Sie sieht mich forschend an, dann setzt sie sich auf meine Schreibtischkante. »Doch, natürlich vermisse ich sie. Die ganze Zeit! Aber meine Jungs sind erwachsen, sie führen ihr eigenes Leben – und ich muss meins führen. Das habe ich viel zu lange nicht getan.«

»Bedauerst du das?«

Glenda blickt aus dem Fenster und denkt einen Augenblick über meine Frage nach. »Weißt du was, Süße? Nein, das tue ich nicht. Ich wollte eine Vollzeit-Mama sein und habe alles, was ich hatte, meinen Kindern und meinem Mann gegeben. Ewan und ich hatten viele wundervolle Jahre zusammen, und meine Jungs sind heute glücklich, gesund und erfolgreich.
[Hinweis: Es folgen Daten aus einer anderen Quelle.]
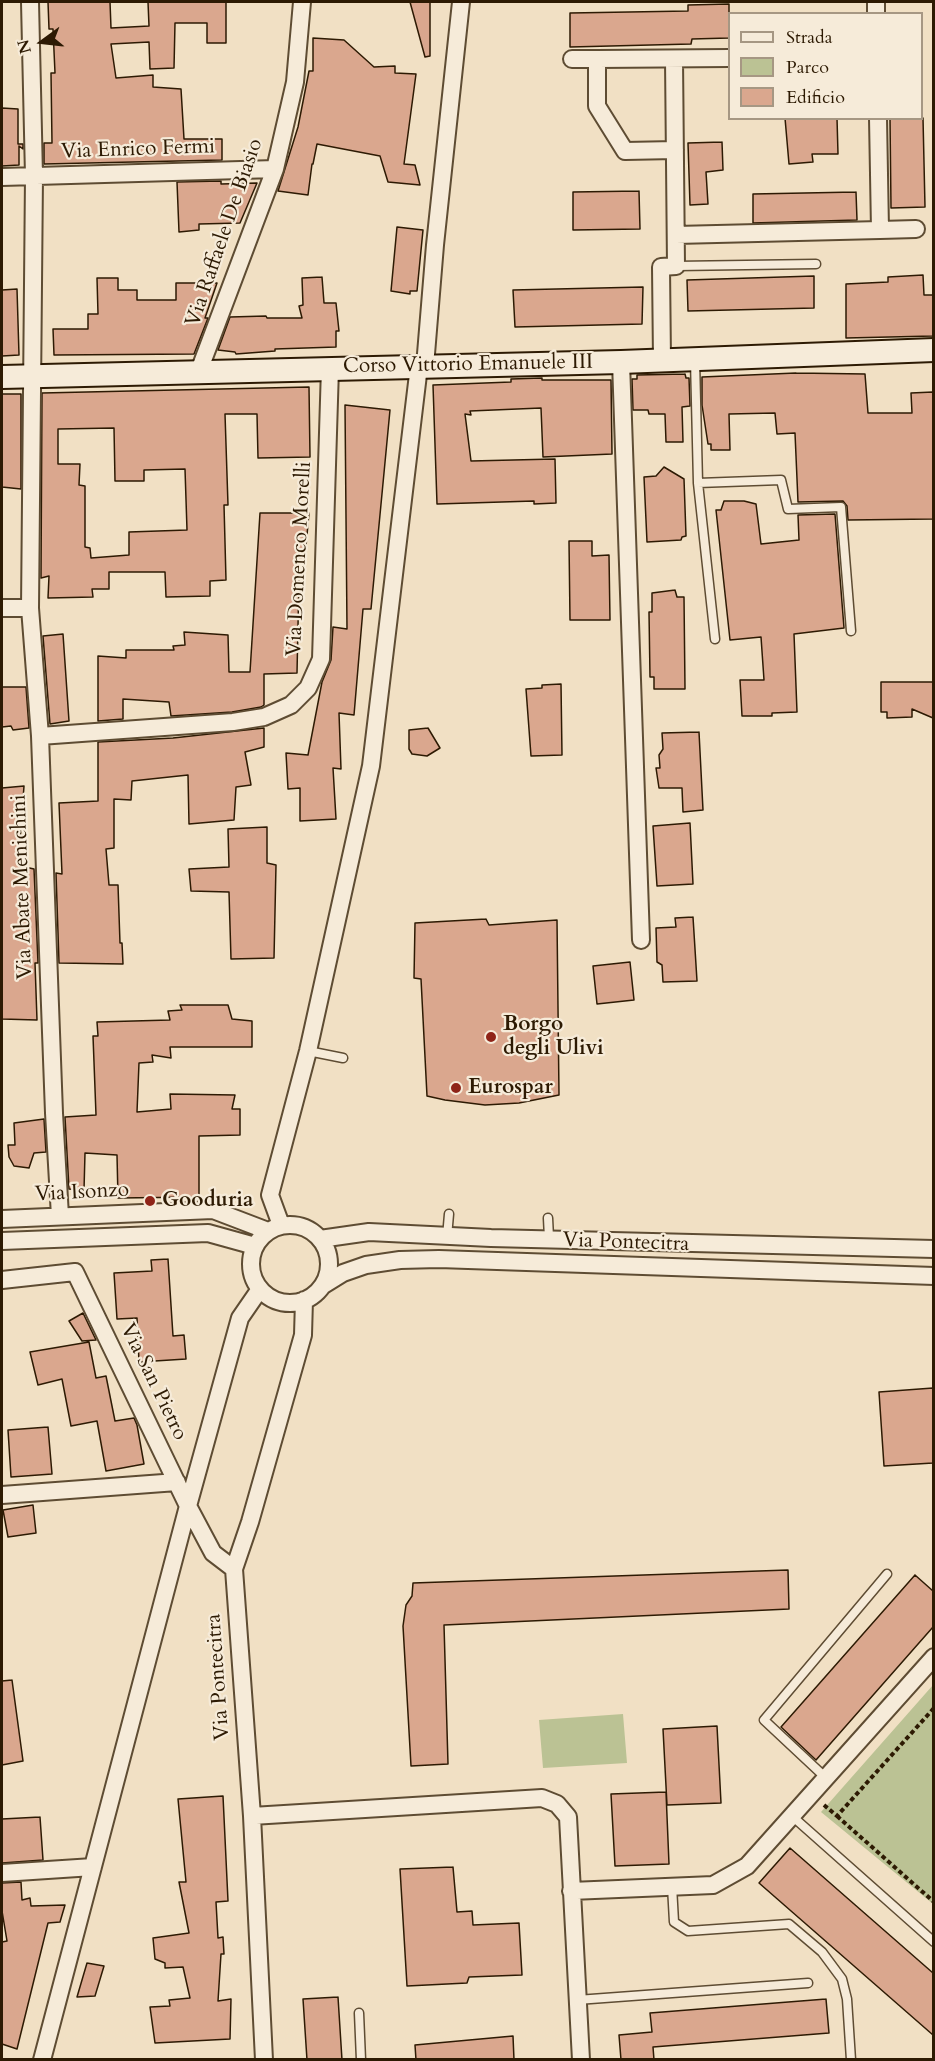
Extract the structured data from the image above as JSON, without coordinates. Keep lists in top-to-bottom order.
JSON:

Und auch wenn Ewan nicht mehr bei mir ist, ist das Leben nicht vorbei. Ich habe gemerkt, dass man mehrere Leben in einem führen kann. Es gibt immer die Gelegenheit, neu anzufangen.«

Ich blicke sie an und lasse ihren Optimismus auf mich wirken. »Ich habe immer das Gefühl, als würde ich jedes Mal, wenn ich eine Entscheidung treffe, ein ganz anderes Leben verlieren, verstehst du? Wenn man einen Ort verlässt, verlässt man auch seine Vergangenheit. Wenn man einen Job annimmt, verliert man zugleich die Chance, einen anderen zu bekommen …« Als ich merke, dass ich meine Gedanken laut ausspreche, halte ich inne. »Ich und meine Nabelschau! Tut mir leid, Glenda, vergiss es einfach.«

Sie legt eine Hand auf meinen Arm. »Weißt du, Süße, wenn dir das hilft … Ich glaube nicht, dass eine Entscheidung notwendigerweise die Tür zu einer anderen Zukunft verschließt. Ich glaube, dass alle Wege am Ende zum selben Ort führen.«

Wie gern würde ich ihr glauben. Aber die Tatsache, dass Dad uns verlassen hat, und mein Sommer mit Kieran haben mich gelehrt, dass eine einzige Entscheidung sehr wohl das Leben von jemandem für immer verändern kann.

Ich gebe Glenda einen Kuss auf die Wange, dann werfe ich meine Tasche über die Schulter und verschwinde eilig durch die Glastüren nach draußen. Plötzlich habe ich das Gefühl, ich muss über eine Menge nachdenken.